I. WHO ARE THE PERSONS OBLIGED TO GIVE TO CHARITABLE USES, AND IN WHAT PROPORTION? By charitable uses is meant the relief of the helpless, the sick, the needy, etc. The great, the opulent, and the able should undertake the principal share in this duty. They are stewards, and must give an account. Their good deeds ought to bear proportion to their abilities. Everybody looks with abhorrence upon a man who is ever amassing riches without laying anything out in charitable uses; as greedy as the sea and as barren as the shore. Those whose circumstances are but just easy, who can only just meet the demands of their families, claim to be totally exempted from the performance of this duty. But often such persons have secret indulgences, which form their real excuse. Those in straitened circumstances think they have nothing to do in the works of charity. Rich and poor are equally concerned in the duty, but in proportion to their circumstances. He that has little is as strictly bound to give something out of that little as he that has more is obliged to give more. Charity consists in doing the best we can and doing it with a willing mind. The smallest present imaginable may be the greatest bounty. The only persons who have a fair right of pleading an entire exemption from this duty are those whose circumstances are deeply involved; for until we can satisfy our creditors we ought not to relieve the poor. It would be unjust to give away what is not our own. There is much difficulty in pitching upon any fixed and stated proportion short of which our charity ought not to fall. Where the determinate measure of duty is not or cannot be assigned, there men's interests or covetousness will be ever suggesting excuses for the non-performance of it. In this we ought to follow the rule laid down in all doubtful cases, i.e., to choose the part which is least dangerous. In the exercise of charity we should rather exceed than fall short, for fear of incurring the guilt of uncharitableness. The Jews had to appropriate the tenth part of their revenue every three years to charitable uses. This was a thirtieth part of their yearly revenue. We should not at any time fall short of this measure.
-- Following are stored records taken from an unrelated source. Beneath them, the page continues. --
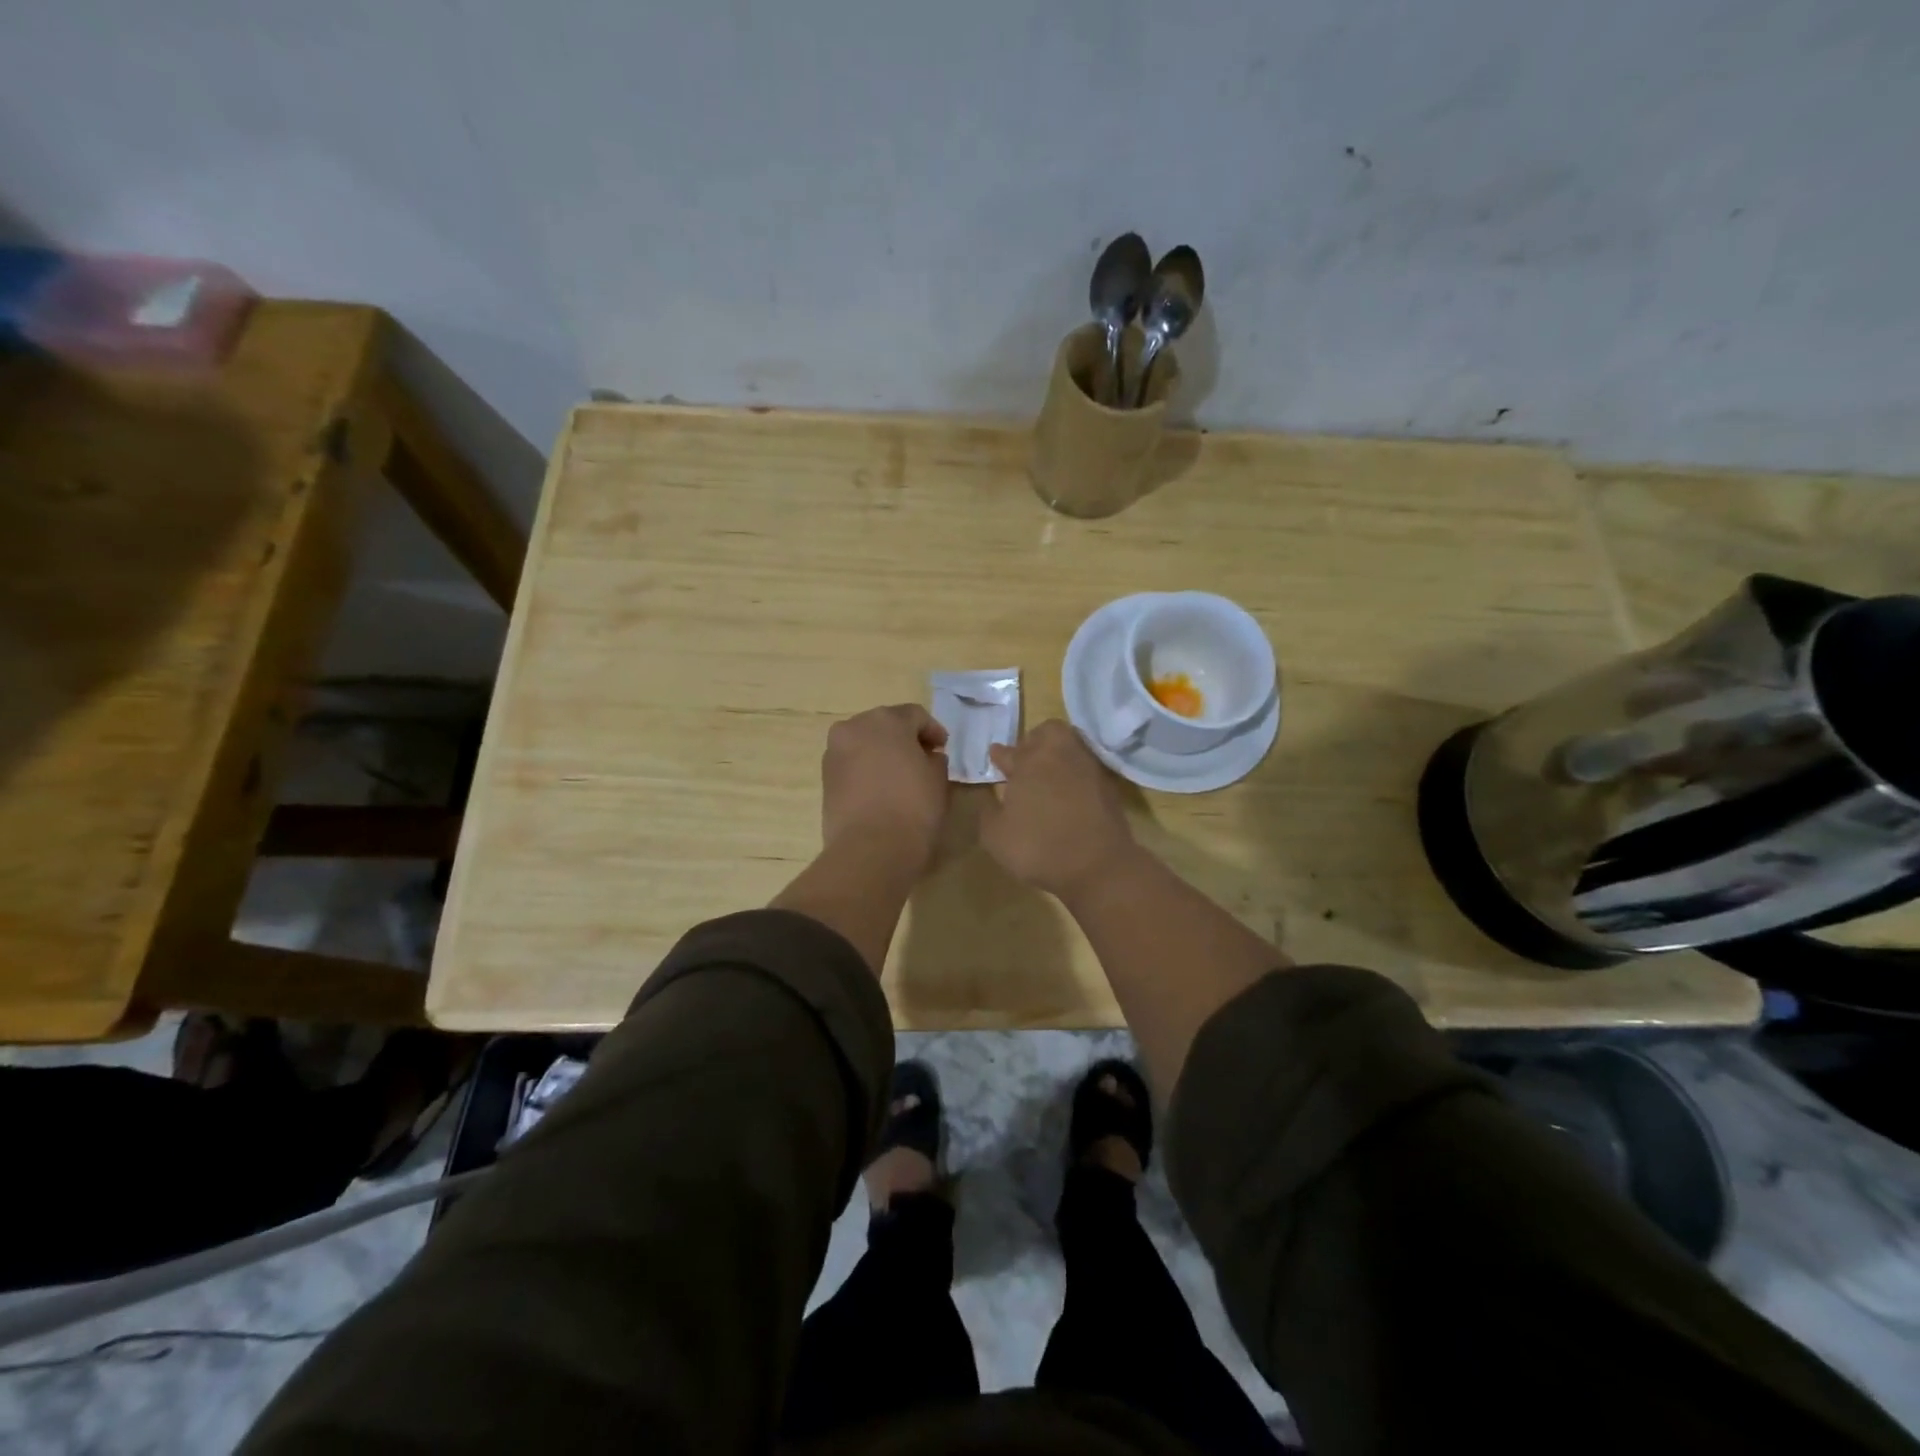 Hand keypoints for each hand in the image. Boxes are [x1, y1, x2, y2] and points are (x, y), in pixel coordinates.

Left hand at [821, 704, 951, 872]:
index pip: (915, 715)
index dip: (932, 731)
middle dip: (904, 738)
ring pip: (864, 743)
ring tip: (899, 776)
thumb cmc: (913, 807)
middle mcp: (855, 727)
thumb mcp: (938, 780)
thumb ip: (934, 759)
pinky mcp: (825, 777)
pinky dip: (866, 769)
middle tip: (922, 759)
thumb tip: (927, 757)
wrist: (870, 849)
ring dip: (882, 753)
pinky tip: (880, 789)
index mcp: (886, 720)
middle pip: (885, 725)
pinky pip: (852, 764)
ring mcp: (835, 752)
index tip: (942, 749)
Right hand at [981, 720, 1137, 901]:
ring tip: (1046, 777)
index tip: (996, 758)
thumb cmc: (1039, 847)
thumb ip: (987, 809)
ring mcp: (1089, 767)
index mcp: (1029, 760)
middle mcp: (1061, 754)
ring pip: (1070, 747)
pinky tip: (1066, 793)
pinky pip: (1085, 768)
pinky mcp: (1108, 785)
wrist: (1099, 866)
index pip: (1009, 751)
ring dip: (1057, 756)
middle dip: (1034, 742)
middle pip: (1048, 733)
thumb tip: (987, 794)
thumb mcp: (995, 835)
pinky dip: (1074, 774)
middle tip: (1025, 761)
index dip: (1000, 756) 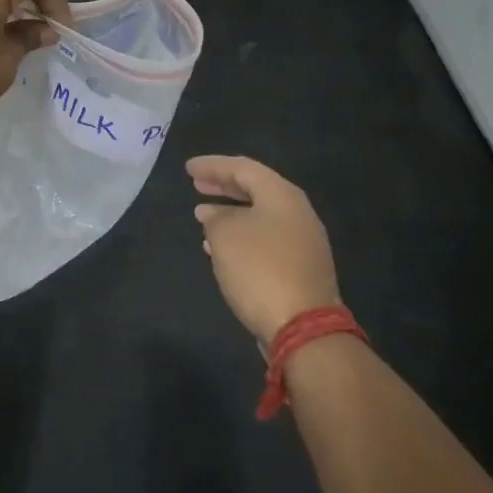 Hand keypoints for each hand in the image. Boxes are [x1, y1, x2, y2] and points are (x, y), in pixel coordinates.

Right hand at [188, 156, 341, 344]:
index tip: (188, 168)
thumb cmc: (260, 269)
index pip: (243, 168)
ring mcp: (303, 242)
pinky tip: (220, 247)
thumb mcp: (225, 236)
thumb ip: (215, 218)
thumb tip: (213, 214)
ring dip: (231, 213)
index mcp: (282, 195)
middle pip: (256, 189)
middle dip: (224, 186)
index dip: (213, 166)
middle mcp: (297, 213)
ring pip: (260, 216)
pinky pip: (266, 239)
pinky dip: (241, 236)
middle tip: (197, 184)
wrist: (303, 327)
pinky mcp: (301, 267)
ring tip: (203, 215)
II. WHO ARE THE PERSONS QUALIFIED TO RECEIVE OUR CHARITY?

1. We ought rather to succour the distressed than increase the happiness of the easy, because we are to do the most good we can. Even the bad are to be relieved in cases of extreme necessity.

2. The best charity we can give to the poor that have ability and strength is to employ them in work, that they may not contract an habit of idleness.

3. Those suffering reverse of fortune are proper objects of charity.

4. Fatherless children demand our care. Charity is misplaced upon vagrants and common beggars, who may be counterfeits.

5. The sick have claim upon our charity.

III. THE MANNER IN WHICH WE ARE TO DISPENSE OUR CHARITY. Acts of mercy should be both public and private. If charity were entirely secret, removed from the eye of the world, it would decay and dwindle into nothing. If charity were always done in public, it would degenerate into mere hypocrisy, formality, and outward show. Care is necessary not to be influenced by ostentation or any sinister motive. An action good in itself is greatly recommended by an agreeable manner of doing it, an agreeable manner being to actions what a lively manner of expression is to our sense — it beautifies and adorns it, and gives it all the advantage whereof it is capable. It is our duty not only to have virtue, but to make our virtue truly amiable. A delicacy of this kind is most chiefly to be observed with those who have not been used to receive charity.

IV. THE MOTIVES TO CHARITY.

1. Compassion. As ingrafted in us this is mere instinct; as cultured and cherished it becomes a virtue.

2. The pleasure of benevolence. He that centres all his regard upon himself, exclusively of others, has placed his affections very oddly; he has placed them on the most worthless object in the world — himself.

V. THE RECOMPENSE OF THE REWARD. At the last day the question will not be whether you have been negatively good, whether you have done no harm, but what good have you done? Our Saviour has made the poor His representatives. The riches that we have given away will remain with us for ever. When we have shown mercy to our fellow-creatures we may safely expect it from our Creator.

(J. Seed, M. A.)



Parallel Verses
KJV: Withhold not good from them to whom it is due, when it is in the power of thine hand to do it.

WEB: Don't withhold good from those to whom it is due, when it is in the power of your hand to do it.